Yes, but he DOESN'T understand it. He has not yet grasped differential aging due to different world-lines.
 
  • #79
Raymond Potvin said:
If our own time dilation is unobservable, then any phenomenon that is happening inside us because of that is also unobservable.
It is unobservable for us, because in our frame nothing slows down which is at rest with us.
 
  • #80
timmdeeg said:
It is unobservable for us, because in our frame nothing slows down which is at rest with us.
Actually, it's not that this "slowing down" that he thinks is happening is "unobservable", it's that it IS NOT HAPPENING. In our rest frame there is no "slowing down", no "time dilation", no nuttin'. @Raymond Potvin you really need to come to grips with differential aging and world lines and stop with this nonsense about "slowing down".
 
  • #81
phinds said:
Actually, it's not that this "slowing down" that he thinks is happening is "unobservable", it's that it IS NOT HAPPENING. In our rest frame there is no "slowing down", no "time dilation", no nuttin'. @Raymond Potvin you really need to come to grips with differential aging and world lines and stop with this nonsense about "slowing down".
Note: rotating absorber in centrifuge dilates himself.
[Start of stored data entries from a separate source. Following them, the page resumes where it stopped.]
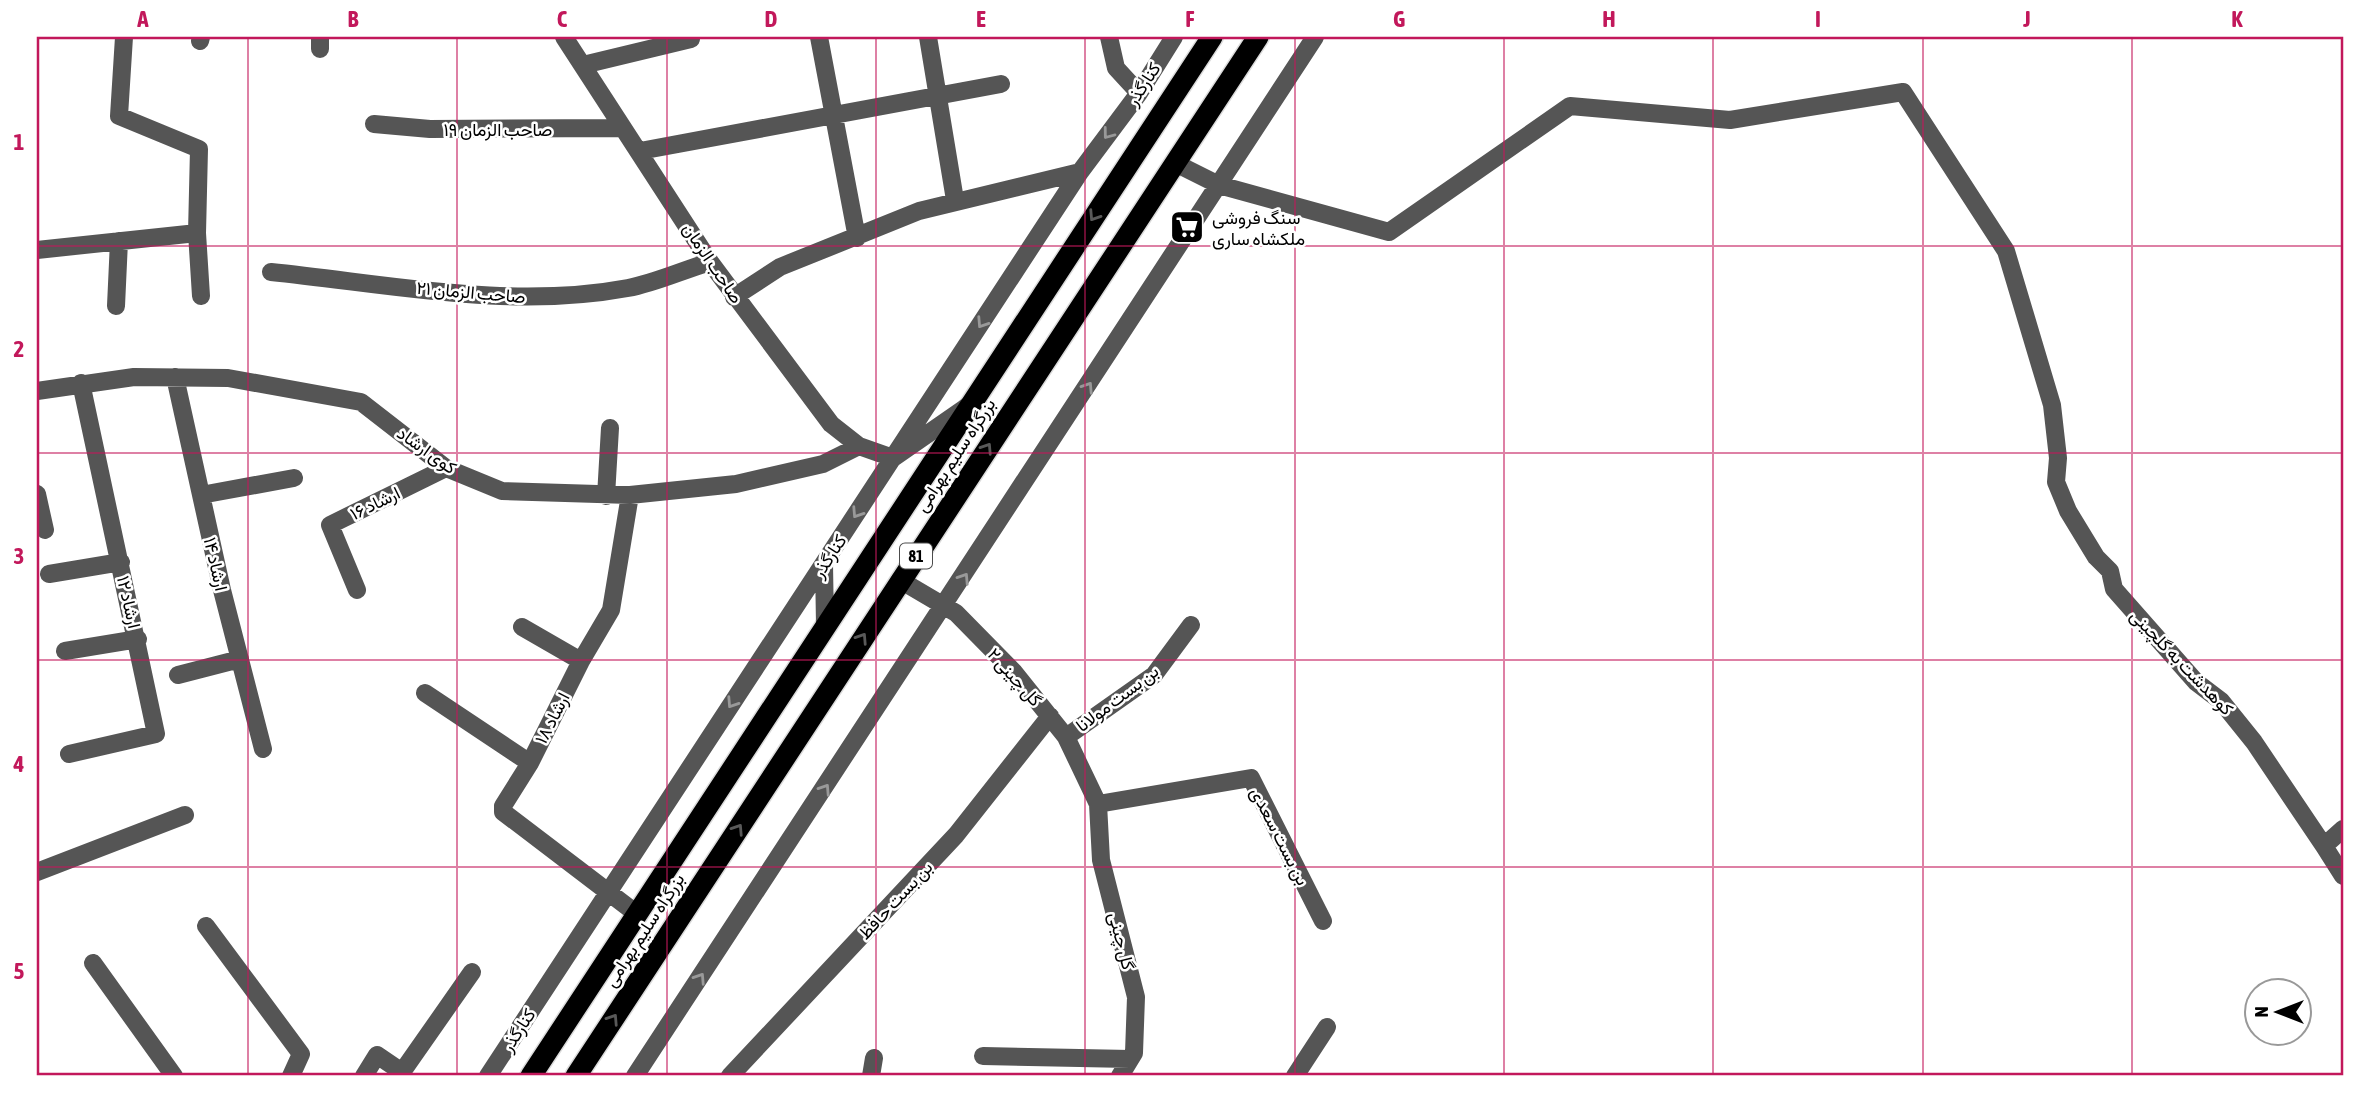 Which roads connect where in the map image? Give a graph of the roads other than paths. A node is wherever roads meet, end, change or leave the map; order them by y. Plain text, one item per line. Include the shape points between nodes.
1 (124, 37) edge
2 (564, 37) edge
3 (819, 37) edge
4 (928, 37) edge
5 (1109, 37) edge
6 (1174, 37) edge
7 (1212, 37) edge
8 (1258, 37) edge
9 (1315, 37) edge
10 (691, 39) dead end
11 (583, 65) junction
12 (1002, 83) dead end
13 (1139, 93) junction
14 (939, 94) junction
15 (833, 115) junction
16 (374, 124) dead end
17 (623, 128) junction
18 (640, 151) junction
19 (1175, 163) junction
20 (1080, 172) junction
21 (1219, 185) junction
22 (955, 200) junction
23 (197, 233) junction
24 (857, 238) junction
25 (119, 241) junction
26 (37, 250) edge
27 (710, 262) junction
28 (271, 272) dead end
29 (201, 296) dead end
30 (734, 297) junction
31 (116, 306) dead end
32 (175, 377) junction
33 (81, 383) junction
34 (37, 391) edge
35 (969, 405) junction
36 (610, 428) dead end
37 (859, 446) junction
38 (893, 458) junction
39 (446, 468) junction
40 (294, 478) dead end
41 (37, 494) edge
42 (201, 495) junction
43 (630, 495) junction
44 (606, 496) junction
45 (45, 530) dead end
46 (121, 562) junction
47 (824, 564) junction
48 (49, 574) dead end
49 (900, 580) junction
50 (357, 590) dead end
51 (945, 607) junction
52 (825, 625) junction
53 (1191, 625) dead end
54 (522, 627) dead end
55 (138, 639) junction
56 (65, 651) dead end
57 (240, 659) junction
58 (581, 661) junction
59 (178, 675) dead end
60 (425, 693) dead end
61 (1050, 716) junction
62 (1066, 737) junction
63 (263, 749) dead end
64 (69, 754) dead end
65 (530, 763) junction
66 (1098, 804) junction
67 (186, 815) dead end
68 (2343, 829) edge
69 (2323, 846) junction
70 (37, 872) edge
71 (2343, 876) edge
72 (607, 894) junction
73 (637, 914) junction
74 (1323, 921) dead end
75 (206, 926) dead end
76 (93, 963) dead end
77 (471, 972) dead end
78 (1327, 1027) dead end
79 (984, 1056) dead end
80 (874, 1058) dead end
81 (1130, 1059) junction
82 (174, 1076) edge
83 (291, 1076) edge
84 (364, 1076) edge
85 (488, 1076) edge
86 (530, 1076) edge
87 (576, 1076) edge
88 (635, 1076) edge
89 (730, 1076) edge
90 (871, 1076) edge
91 (1120, 1076) edge
92 (1295, 1076) edge

1 - 23 street via 119,116 200,149
2 - 11 street, صاحب الزمان
3 - 15 street
4 - 14 street
5 - 13 street via 1116,68
6 - 13 street, کنارگذر
7 -> 35 highway, بزرگراه سلیم بهرامی / 81
8 - 19 highway, بزرگراه سلیم بهرامی / 81
9 - 21 street
10 - 11 street
11 - 17 street, صاحب الزمان
12 - 14 street
13 -> 20 street, کنارگذر
14 - 15 street
14 - 22 street
15 - 18 street
15 - 24 street
16 - 17 street, صاحب الزمان ۱۹ via 430,129
17 - 18 street, صاحب الزمان
18 - 27 street, صاحب الزمان
19 - 21 street
49 -> 19 highway, بزرگراه سلیم بهرامی / 81
20 - 22 street
20 -> 38 street, کنارگذر
51 -> 21 street
21 - 69 street, کوهدشت به گلچینی via 1389,232 1570,106 1730,120 1903,92 2006,251 2052,405 2056,482 2068,512 2110,571 2114,589 2196,682 2221,701
22 - 24 street
23 - 25 street
23 - 29 street
24 - 30 street via 780,267
25 - 26 street
25 - 31 street
27 - 28 street, صاحب الزمان ۲۱ via 630,288 505,298
27 - 30 street, صاحب الزمان
30 - 37 street, صاحب الزمان via 831,424
32 - 33 street, کوی ارشاد
32 - 39 street, کوی ارشاد via 228,378 361,401
32 - 42 street, ارشاد ۱۴
33 - 34 street, کوی ارشاد
33 - 46 street, ارشاد ۱۲
35 - 38 street
35 - 52 highway, بزرگراه سلیم بهرامی / 81
36 - 44 street
37 - 38 street, صاحب الزمان
37 - 43 street, کوی ارشاد via 786,475
38 -> 47 street, کنارگذر
39 - 44 street, کوی ارشاد via 502,491
39 - 50 street, ارشاد ۱۶ via 330,525
40 - 42 street
41 - 45 street
42 - 57 street, ارشاد ۱۴
43 - 44 street, کوی ارشاد
43 - 58 street, ارشاد ۱۸ via 611,610
46 - 48 street
46 - 55 street, ارشاد ۱۲
47 - 52 street
47 -> 72 street, کنارگذر
49 - 51 street, گل چینی ۲
87 -> 49 highway, بزرگراه سلیم بهرامی / 81
51 - 61 street, گل چینی ۲ via 1014,672
88 -> 51 street
52 - 73 highway, بزرگراه سلیم بهرامی / 81
53 - 62 street, بن بست مولانا via 1154,675
54 - 58 street
55 - 56 street
55 - 64 street, ارشاد ۱۲ via 156,734
57 - 59 street
57 - 63 street, ارشاد ۱۴
58 - 65 street, ارشاد ۱۸
60 - 65 street
61 - 62 street, گل چینی ۲
61 - 89 street, بن بست حافظ via 956,835
62 - 66 street, گل چینی ۲
65 - 72 street, ارشاد ۱۸ via 503,812
66 - 74 street, بن بست سعدی via 1251,778
66 - 81 street, گل چینی via 1101,860 1136,997
67 - 70 street
68 - 69 street
69 - 71 street, کوهدشت به گلچینی
72 - 73 street
72 - 85 street, کنارگذر
73 - 86 highway, بزرگراه سلیم بهرامی / 81
75 - 83 street via 301,1054
76 - 82 street
77 - 84 street via 402,1072 377,1055
78 - 92 street
79 - 81 street
80 - 90 street
81 - 91 street, گل چینی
That's why observer on the rim of rotating disc sees, that that clock in the center ticks faster. Two rotating observers on the opposite sides of rotating disc will not see any dilation (though they are in relative motion) since they dilate themselves on the same magnitude. It is experimentally proven fact. Two inertial observers, that momentarily coincide with those rotating observers on the rim, will not see any dilation of each other clock.
An observer, who moves in reference frame of another twin, will see that other twin's clock is ticking faster since his own clock dilates - R. Feynman, Feynman Lectures, Relativistic Effects in radiation.
 
  • #82
Bartolomeo said:
Two inertial observers, that momentarily coincide with those rotating observers on the rim, will not see any dilation of each other clock.

Yes, they will, because they are moving relative to each other.

Bartolomeo said:
It is experimentally proven fact.

What experiment are you thinking of? Please give a reference.

Bartolomeo said:
An observer, who moves in reference frame of another twin, will see that other twin's clock is ticking faster since his own clock dilates

You are misinterpreting this and misapplying it as well.